Hi everyone. After 9 days in NSR I woke up this morning back in AF. It certainly seems that food is one of my triggers, I didn't get home from work till 20.30 last night had my evening meal and went to bed at about 22.30.
I'm thinking of having my main meal at dinner time and just having a snack for tea. Do you think this would help ?
Only diagnosed about 7 weeks ago and not seen a cardiologist yet. When I was at a+e the Dr gave me apixaban and bisoprolol,but the bisoprolol forced my blood pressure down and after 4 days went to see my gp. who said because I was back in nsr I didn't have to take the beta blocker. She told me to keep them and take it again if I had another episode. Dose this sound OK to you ?
Can't wait to go and see the cardiologist.....
Hi Tommo - great you are are back in NSR.
Eating - yes smaller meals in the evening I think help and also eating absolutely nothing for at least 3 hours before bed. If your AF is vagal then also watch your stress levels and when you eat a larger meal ensure you have time to stay in Rest & Digest mode - that essentially means focus on your eating and digesting and don’t jump up as soon as you finish eating - learned from experience. Avoid eating as you go, there is a reason the Autonomic has 2 balancing sides - one to allow us to get proper, restorative rest and sleep and digest our food and the other to help us survive when we had to fight and flee.
These days we rarely need to fight or flee from attacking tribes or from dangerous animals however we live in a chronic mode of stress, on high alert, always ‘doing’ and rarely resting result = Autonomic dysfunction = AF.

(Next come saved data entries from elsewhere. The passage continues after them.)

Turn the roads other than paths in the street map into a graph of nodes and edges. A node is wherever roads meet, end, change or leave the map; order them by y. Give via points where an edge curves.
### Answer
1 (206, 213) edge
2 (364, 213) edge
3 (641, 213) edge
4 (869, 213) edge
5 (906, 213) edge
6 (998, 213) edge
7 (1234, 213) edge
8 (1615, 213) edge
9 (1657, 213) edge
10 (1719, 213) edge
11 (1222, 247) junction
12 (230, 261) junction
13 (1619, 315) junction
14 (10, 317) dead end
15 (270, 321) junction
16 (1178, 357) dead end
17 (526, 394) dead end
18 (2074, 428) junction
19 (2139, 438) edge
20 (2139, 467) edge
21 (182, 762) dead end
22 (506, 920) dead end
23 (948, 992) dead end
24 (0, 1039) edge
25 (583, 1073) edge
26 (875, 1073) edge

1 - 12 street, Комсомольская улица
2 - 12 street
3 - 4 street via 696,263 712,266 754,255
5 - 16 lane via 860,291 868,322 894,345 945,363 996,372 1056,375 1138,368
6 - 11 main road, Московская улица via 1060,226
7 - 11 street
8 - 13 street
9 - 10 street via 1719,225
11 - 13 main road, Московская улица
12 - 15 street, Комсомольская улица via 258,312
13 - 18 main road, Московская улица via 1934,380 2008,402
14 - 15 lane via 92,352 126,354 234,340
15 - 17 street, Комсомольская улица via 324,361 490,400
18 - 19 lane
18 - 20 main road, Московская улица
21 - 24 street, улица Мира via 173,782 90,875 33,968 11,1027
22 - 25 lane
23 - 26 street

Reducing stress and adapting lifestyle - healthy diet, ensuring you apmaintain optimal weight, moderate exercising are the 3 things we can self manage and to take control of our own future health and to reduce the AF burden.
The other main trigger for me and many others is inflammation in the body - any cold or virus will also trigger everything else - Autonomic controls the immune system which activates the immune response - whole body goes into high alert = AF. If you don’t allow yourself adequate rest and time to recover = more problems down the line.

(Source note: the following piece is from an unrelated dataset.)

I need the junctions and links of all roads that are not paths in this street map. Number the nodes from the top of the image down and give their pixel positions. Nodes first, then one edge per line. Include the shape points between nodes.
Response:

Again learned the hard way so please avoid what I did -
‘working through’ and pushing myself, working late into the evening, eating large meals late at night, eating on the go because I didn’t make time, feeling pressured by others to perform better.
Again the answer, in hindsight, is not in taking a pill - that will only supress the symptom and is like using a sticking plaster to stop a major artery bleed.

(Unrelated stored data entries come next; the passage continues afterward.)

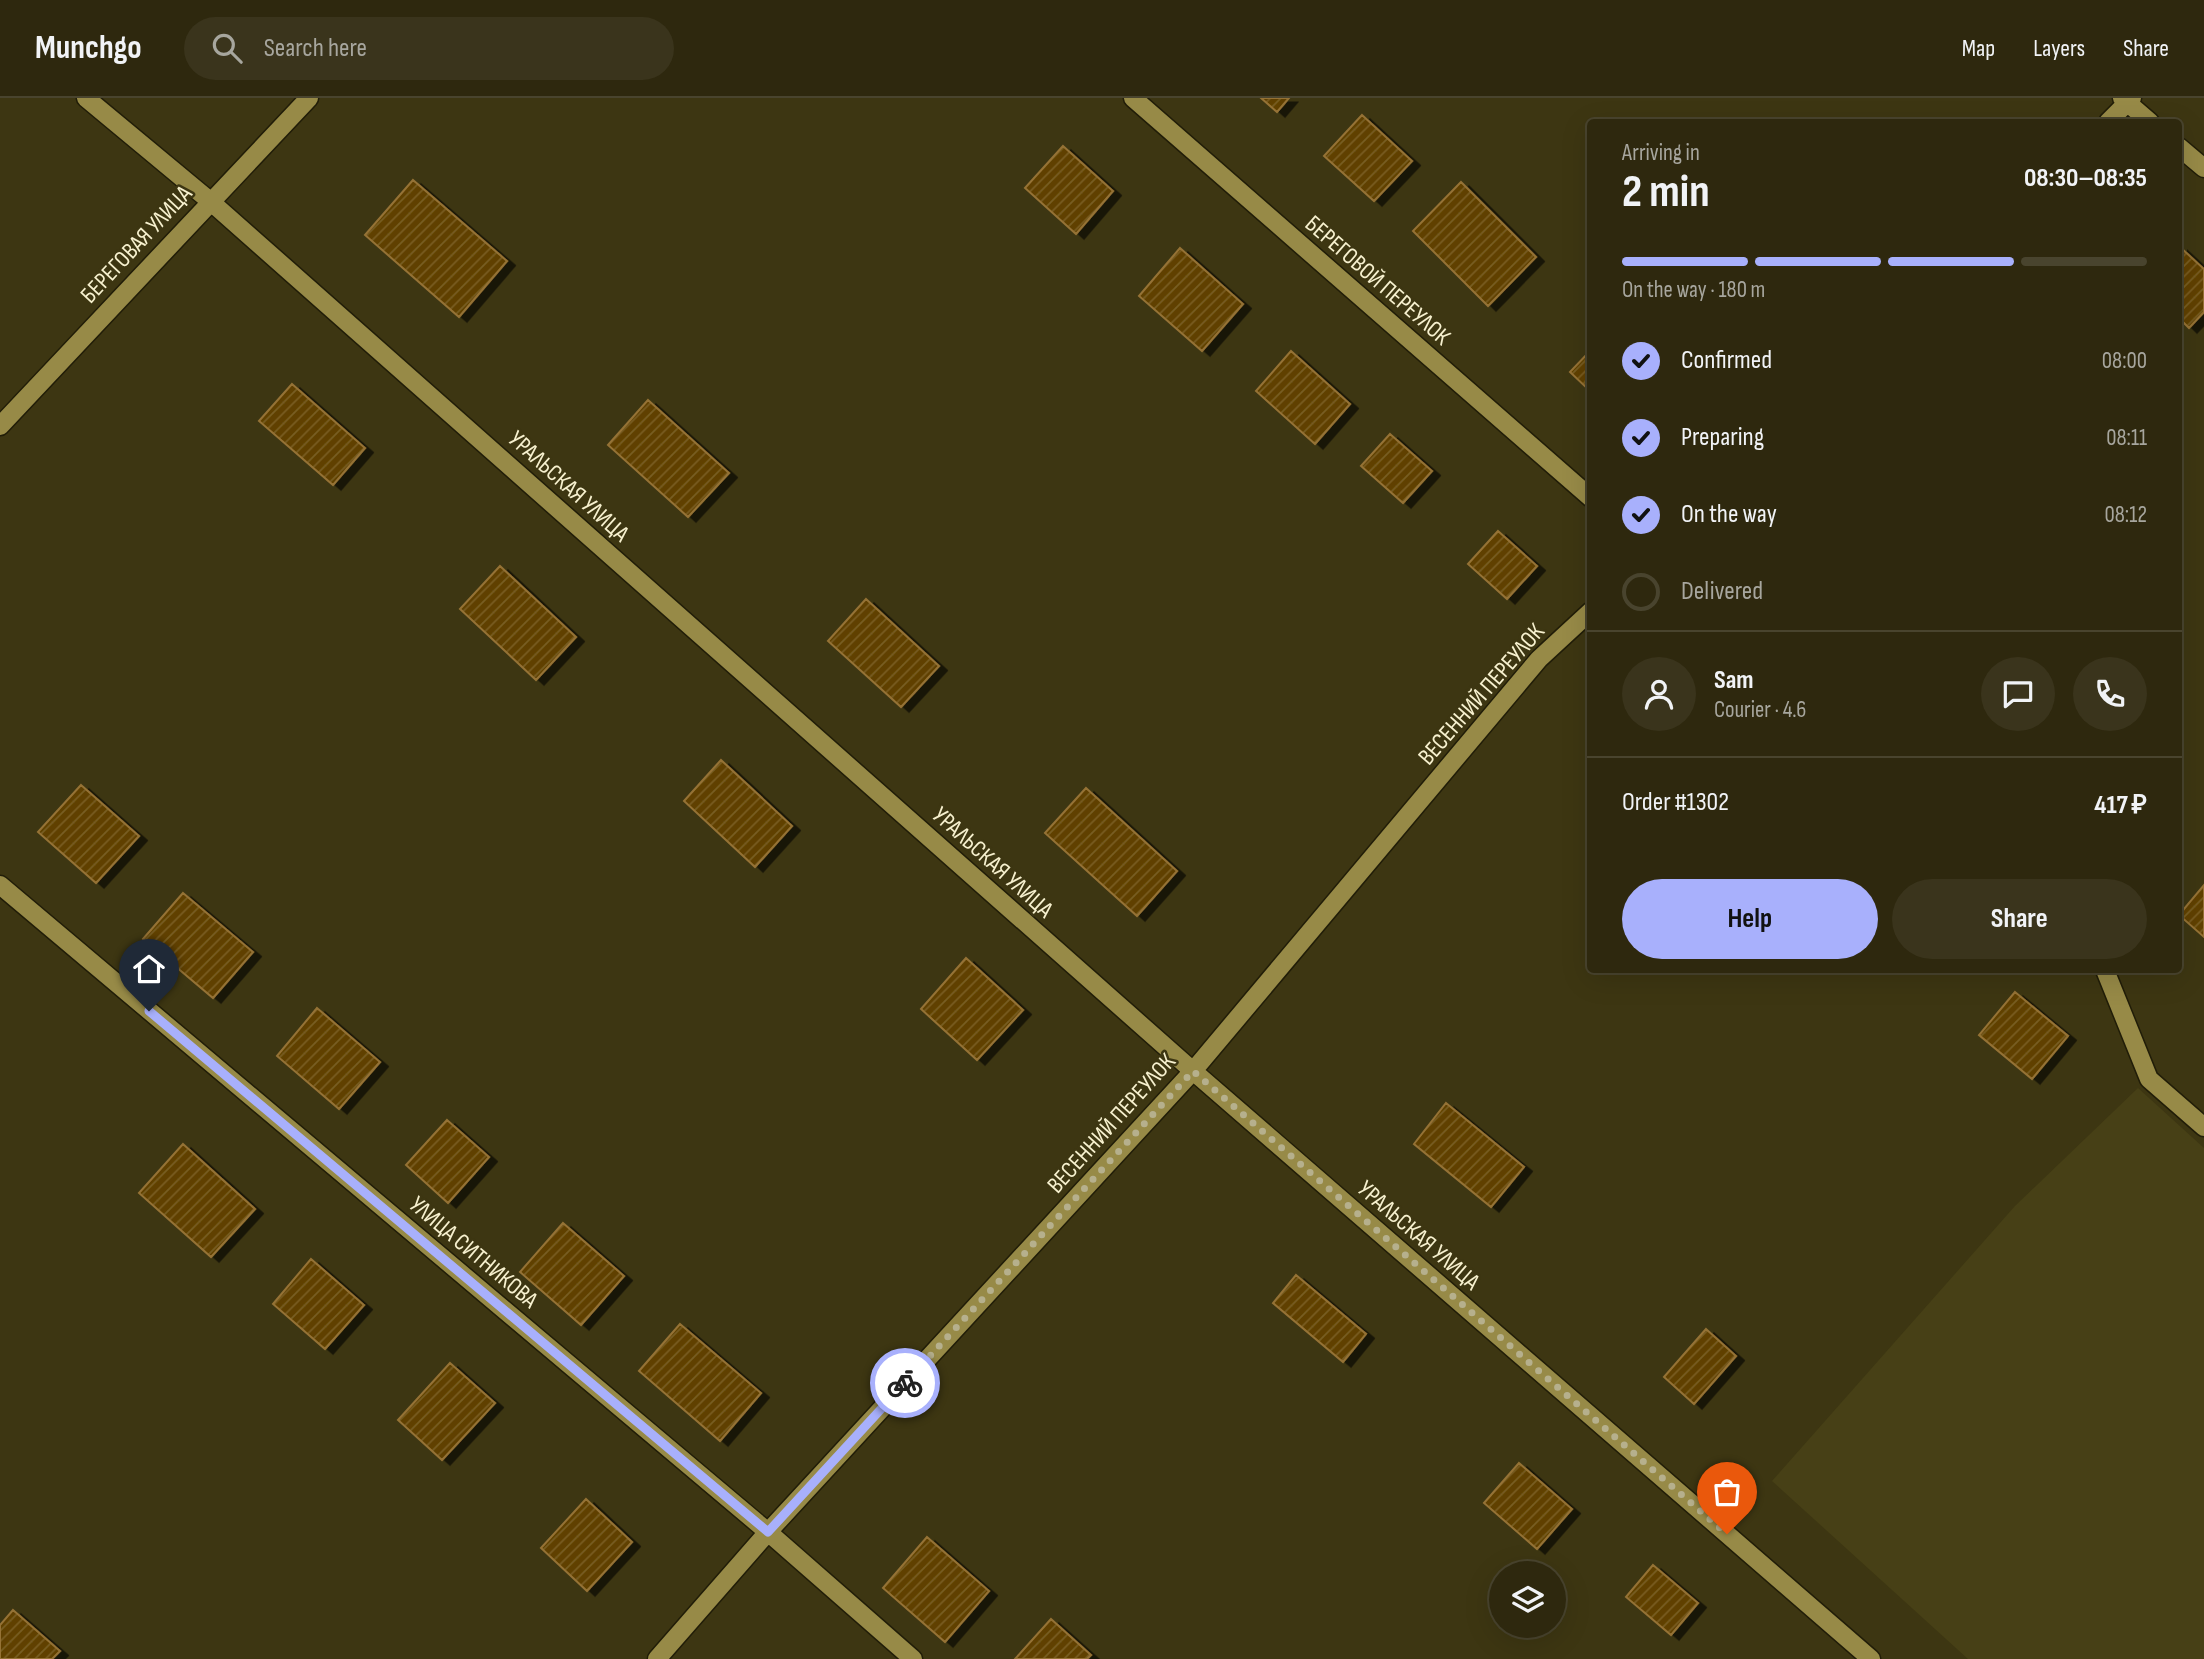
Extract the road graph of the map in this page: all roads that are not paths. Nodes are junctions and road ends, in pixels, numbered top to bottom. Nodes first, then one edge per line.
1 (86, 98) edge
2 (309, 98) edge
3 (1133, 98) edge
4 (2127, 100) edge
5 (2111, 119) edge
6 (2147, 119) edge
7 (2182, 150) edge
8 (2204, 169) edge
9 (210, 201) junction
10 (0, 426) edge
11 (1587, 495) edge
12 (1587, 615) edge
13 (0, 885) edge
14 (2106, 973) edge
15 (1193, 1071) junction
16 (2204, 1127) edge
17 (768, 1532) junction
18 (657, 1659) edge
19 (913, 1659) edge
20 (1871, 1659) edge

1 - 9 street, УРАЛЬСКАЯ УЛИЦА
2 - 9 street, БЕРЕГОВАЯ УЛИЦА
3 - 11 street, БЕРЕГОВОЙ ПЕРЕУЛОК
4 - 5 street
4 - 6 street
7 - 8 street
9 - 10 street, БЕРЕГОВАЯ УЛИЦА
9 - 15 street, УРАЛЬСКАЯ УЛИЦА
12 - 15 street, ВЕСЕННИЙ ПЕРЕУЛОК
13 - 17 street, УЛИЦА СИТНИКОВА
14 - 16 street
15 - 17 street, ВЕСЕННИЙ ПЕРЕУЛОК
15 - 20 street, УРАЛЬСКАЯ УЛИЦА
17 - 18 street, ВЕСЕННИЙ ПЕРЕУЛОК
17 - 19 street, УЛИЦА СИТНИКОВА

These are all things that I wish I had known 15 years ago, but no-one told me.
You don’t say what dose of Bisoprolol was prescribed? 2.5mg seems to be usual and when I was prescribed it I was told to titrate up and down - so I started on 2.5 and went up to 10mg but it didn’t work for me and I had a lot of side effects with it. I would go with your GP’s advice but if you continue to have episodes then see a specialist as soon as you can.
Thank you CDreamer for your quick reply. This forum is the place to get info some of the things AF sufferers go through seem very frightening. I'm not particularly looking forward to it....
Take heart, TommoHFC …… AF is such a mongrel condition that people's experiences of the condition can be very different. It's true that some people have a very difficult time, but not all of us do. I remember when I was first diagnosed and found this great Forum that I was very scared at the thought of what seemed to lie ahead of me - from reading some people's experiences. Has 'the worst' actually happened? No - not yet anyway!
Glad to hear it CaroleF hope it stay's that way for you.
I don't really suffer when I'm in AF I can feel it when I'm in it ie heart rate but that's all. If I'm in for a couple of daysy the Bisoprolol pushes my blood pressure down,and that makes me feel a little weak. Then I come back into nsr stop taking the Bisoprolol and it returns to normal.
I think I need to eat healthier and get my weight down.